TEXAS: All industry stakeholders were invited to attend a meeting last week with Senate leadership and the Commissioner of Insurance to discuss a proposed solution to the balance billing issue. The Commissioner laid out a multi-pronged approach that included the following proposed requirements: Carriers must negotiate in good faith toward the development of a statutorily defined “adequate network”; carriers must provide enrollees with notice before terminating contracts with hospital-based providers; carrier contracts with hospitals must prohibit exclusive contracts with hospital-based providers or prohibit balance billing where exclusive contracts are in place; noncontracted providers must coordinate with hospitals to provide good faith estimates to insureds prior to services being rendered; hospitals must assign contracted providers to patients covered by their carrier when possible; hospitals must give carriers 60 days notice prior to termination of hospital based provider contracts; if a carrier has five days notice of a procedure likely to involve balance billing, it must attempt to reach an agreement with the provider and provide insureds with information regarding its offer, the provider’s counter and anticipated balance bill to the insured prior to the procedure; if a carrier receives an estimate from an out-of-network provider prior to services rendered, the carrier must pay billed charges, and the provider’s rates will be published in a rate survey provided to consumers; where no estimate was provided to the insured, carriers may pay up to 125 percent of Medicare, accompanied by an offer to pay for binding mediation. All stakeholders were invited to provide feedback to the Commissioner regarding his proposal, which ultimately will require legislation.

 Our Comments:  PPO’s have successfully insulated the consumer from the reality of health care costs. The fear of balance billing is a good sales tactic utilized by those in the industry that are profiting from the system. The only thing PPO’s guarantee is the promise of no balance billing.

 I am convinced, through two years of study and review of our health care delivery system, that we can cut medical costs by up to 50% or more by getting away from PPO networks and working directly with medical care providers. Rather than allowing others to set prices for medical care, we should set prices that are fair and reasonable, and transparent.
 
Competition needs to be introduced into the health care delivery system. A very good example of this is the case of a specialist we approached seven months ago. We invited the physician group to enter into a direct agreement with a client of ours at 115% of Medicare. They refused, stating that they were getting on average 185% – 225% of Medicare from the carriers. Then, just last week, they called wanting to sign an Agreement. Seems two employees of the employer, needing services, had told the provider that they would seek treatment elsewhere. 

 We have an incredible story regarding a group that eliminated their PPO plan last year – the plan savings were astounding. As a result, the plan is now considering removing their calendar year deductible completely and other benefit improvements.

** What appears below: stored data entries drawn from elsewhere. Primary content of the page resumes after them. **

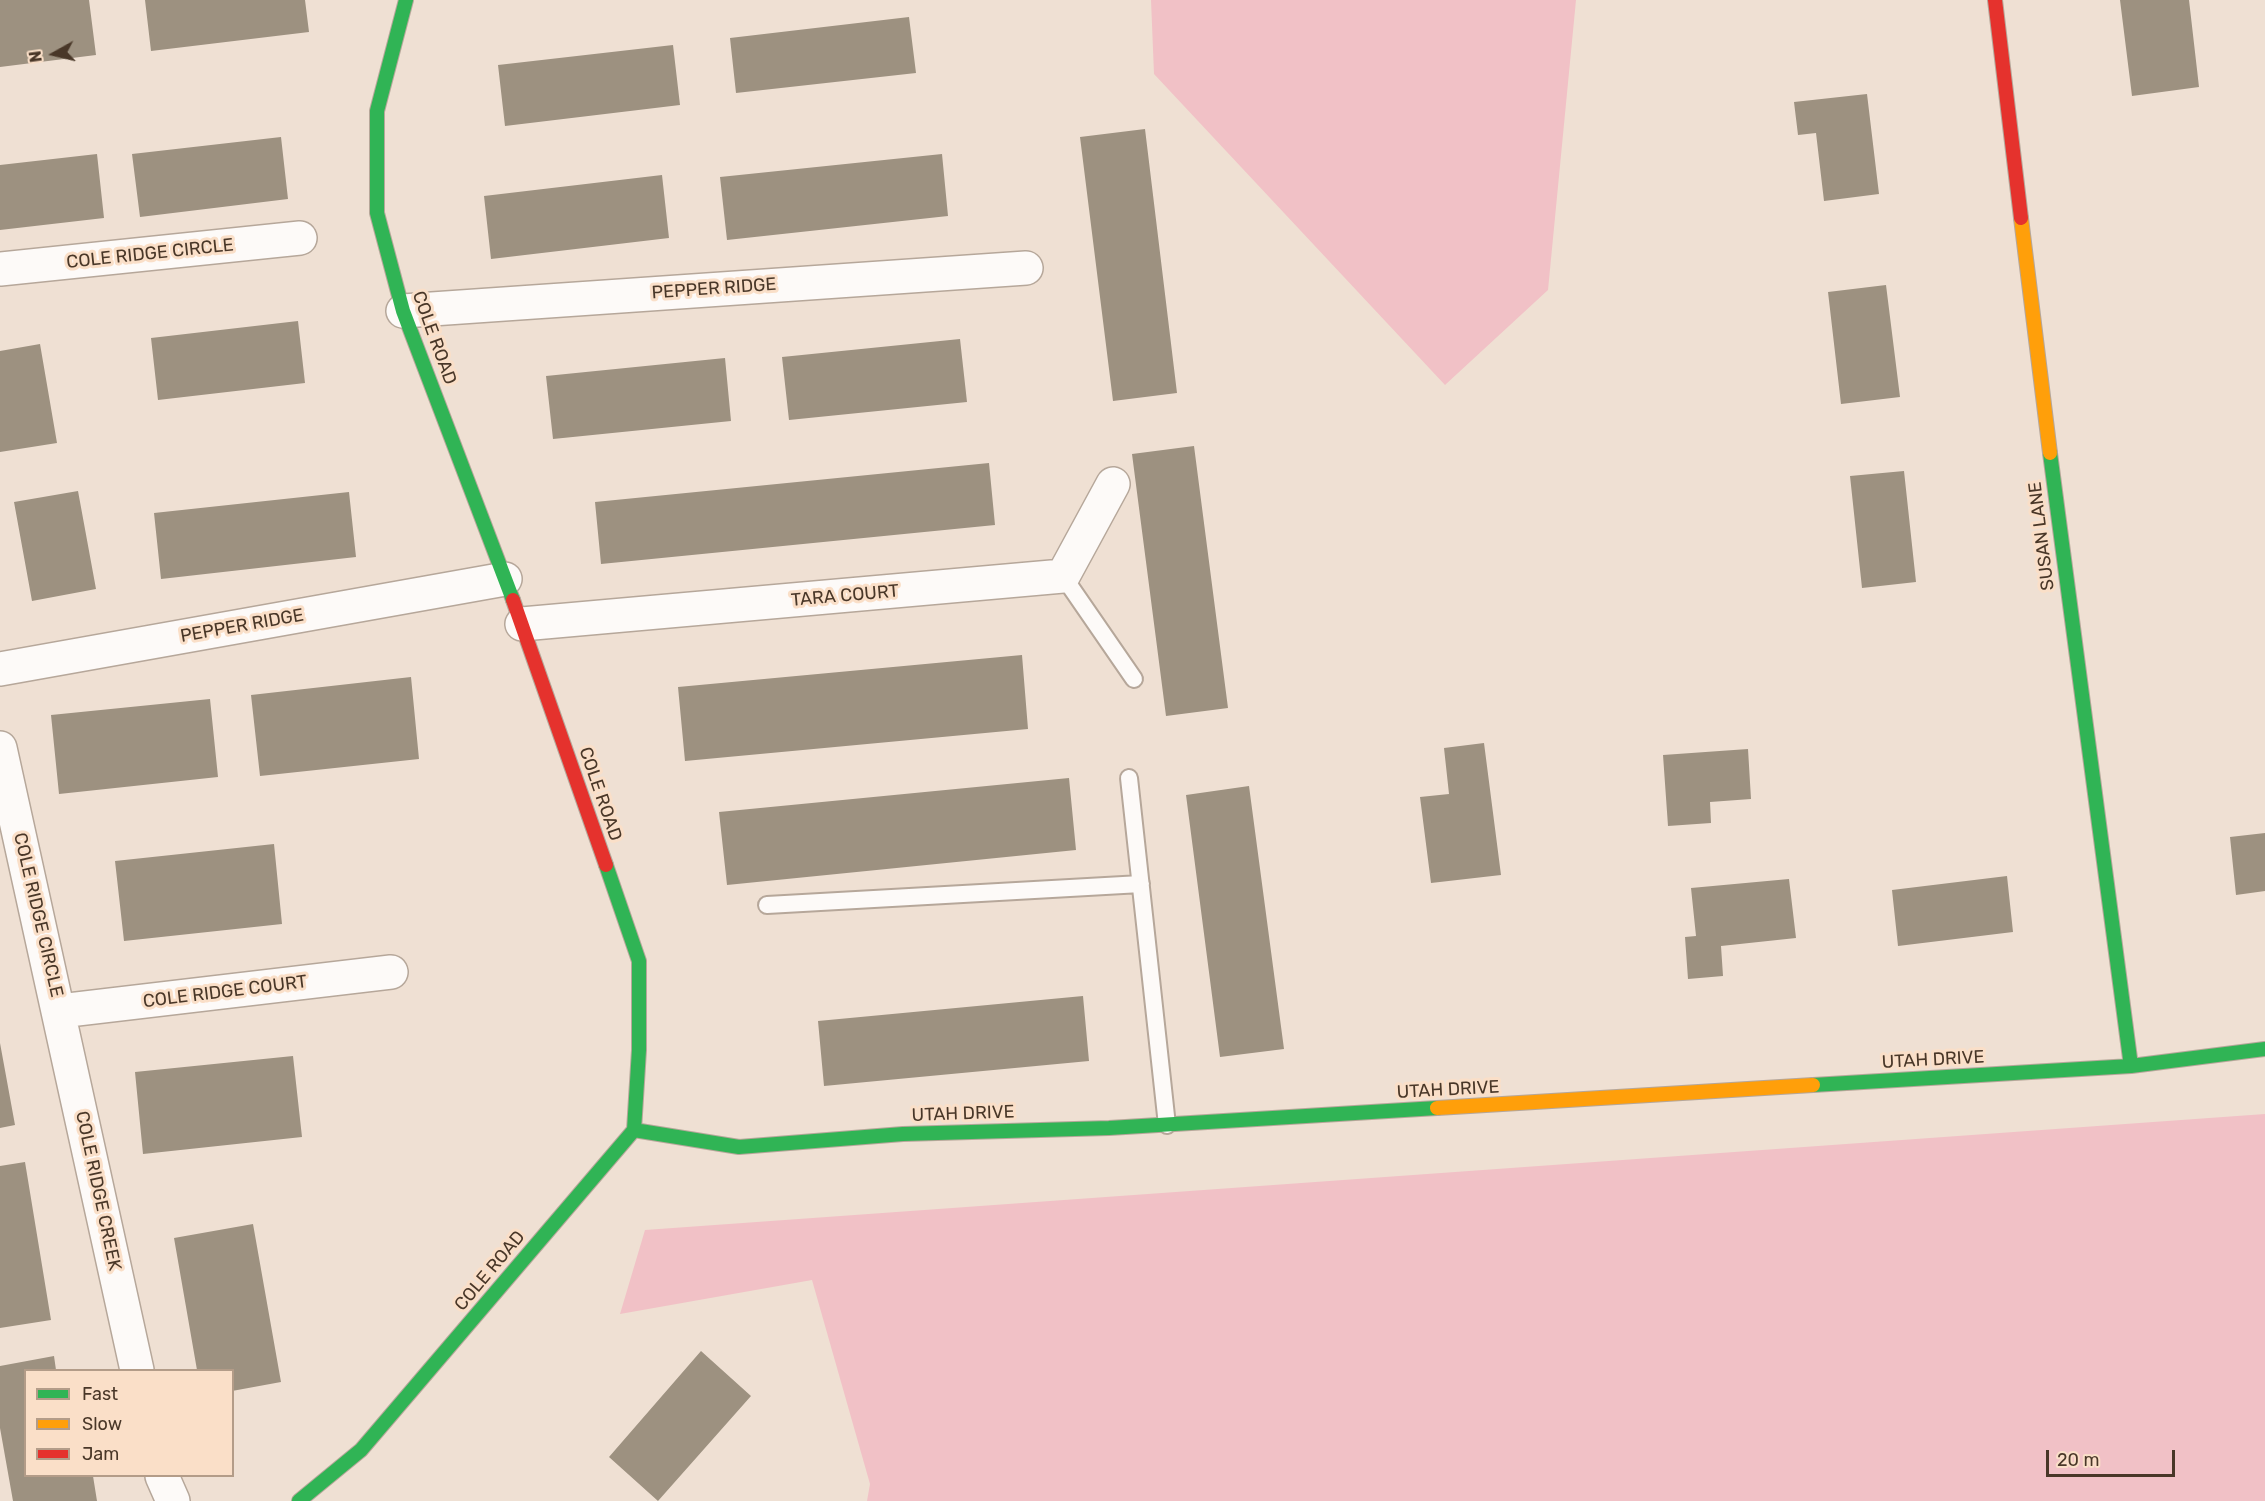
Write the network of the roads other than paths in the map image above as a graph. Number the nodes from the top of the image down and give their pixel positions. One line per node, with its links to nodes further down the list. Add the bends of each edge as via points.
1 (406, 0): 6 (street, COLE ROAD, via 377,111 377,213)
2 (1995, 0): 20 (street, SUSAN LANE, via 2069,610)
3 (300, 238): 5 (street, COLE RIDGE CIRCLE)
4 (1026, 268): 6 (street, PEPPER RIDGE)
5 (0, 269)
6 (403, 311): 9 (street, COLE ROAD)
7 (1113, 484): 8 (street)
8 (1063, 576): 10 (street, TARA COURT); 12 (lane)
9 (494, 581): 10 (street, COLE ROAD); 11 (street, PEPPER RIDGE)
10 (522, 624): 22 (street, COLE ROAD, via 639,961)
11 (0, 669)
12 (1134, 679)
13 (0, 748): 18 (street, COLE RIDGE CIRCLE)
14 (1129, 778): 15 (lane)
15 (1141, 884): 16 (lane); 21 (lane)
16 (767, 905)
17 (391, 972): 18 (street, COLE RIDGE COURT)
18 (60, 1011): 23 (street, COLE RIDGE CREEK)
19 (2265, 1049): 20 (street, UTAH DRIVE)
20 (2132, 1066): 21 (street, UTAH DRIVE)
21 (1167, 1125): 22 (street, UTAH DRIVE, via 903,1134 739,1148)
22 (634, 1131): 26 (street, COLE ROAD, via 362,1450)
23 (137, 1369)
24 (162, 1477): 25 (street)
25 (173, 1501)
26 (300, 1501)

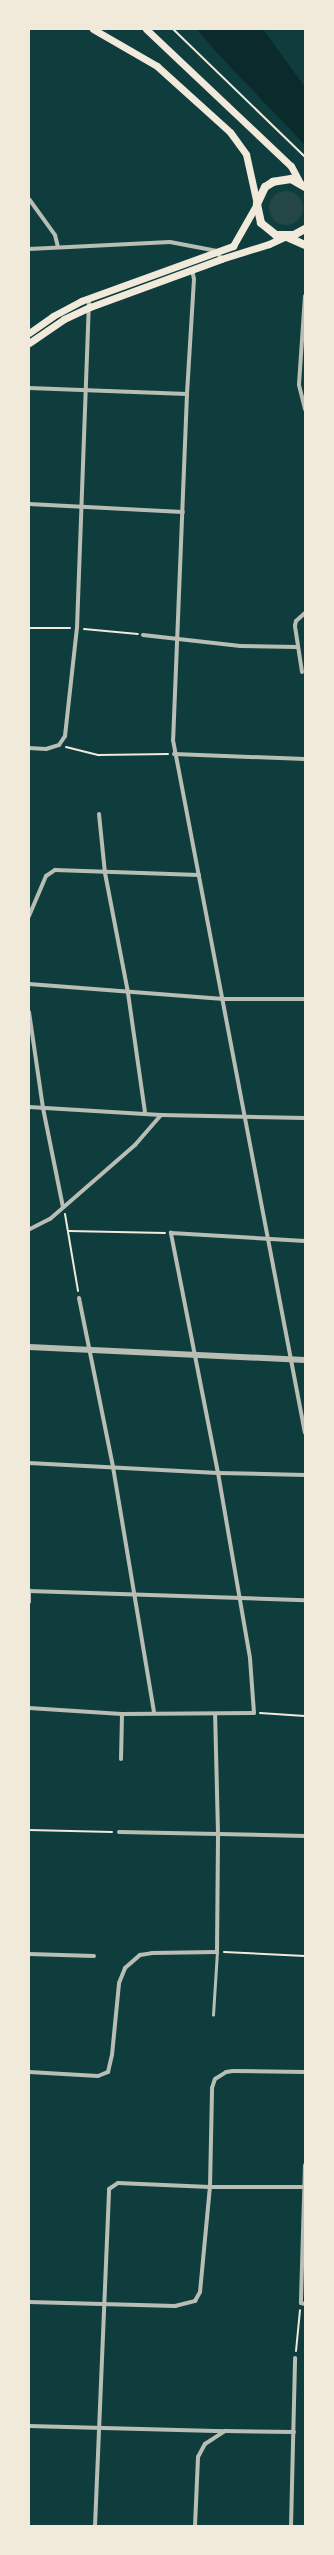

Stimulus Law Makes Sweeping Changes to HIPPA

The economic stimulus legislation signed into law in February could be onerous for employers and their health care partners. The law now requires “covered entities”, which in the past typically included employers and insurers who sponsor health plans, to notify individuals in writing if their personal health information is compromised. Notification of a breach in privacy must be made within 60 days of the breach.

For the first time, the law extends direct HIPPA enforcement to “business associates” which include consultants, pharmacy benefit managers, third party administrators and other vendors. The legislation gives state attorney generals the authority to bring lawsuits seeking statutory damages and attorney fees for HIPPA violations.

This law will have a direct impact on employer’s relationships with their vendors, including consultants. If, for example, a consultant breaches HIPPA, he/she must notify the insured within 60 days of the breach. The state attorney general can then bring suit against the consultant for damages.

E&O coverage needs to be amended, in some cases, to cover this liability.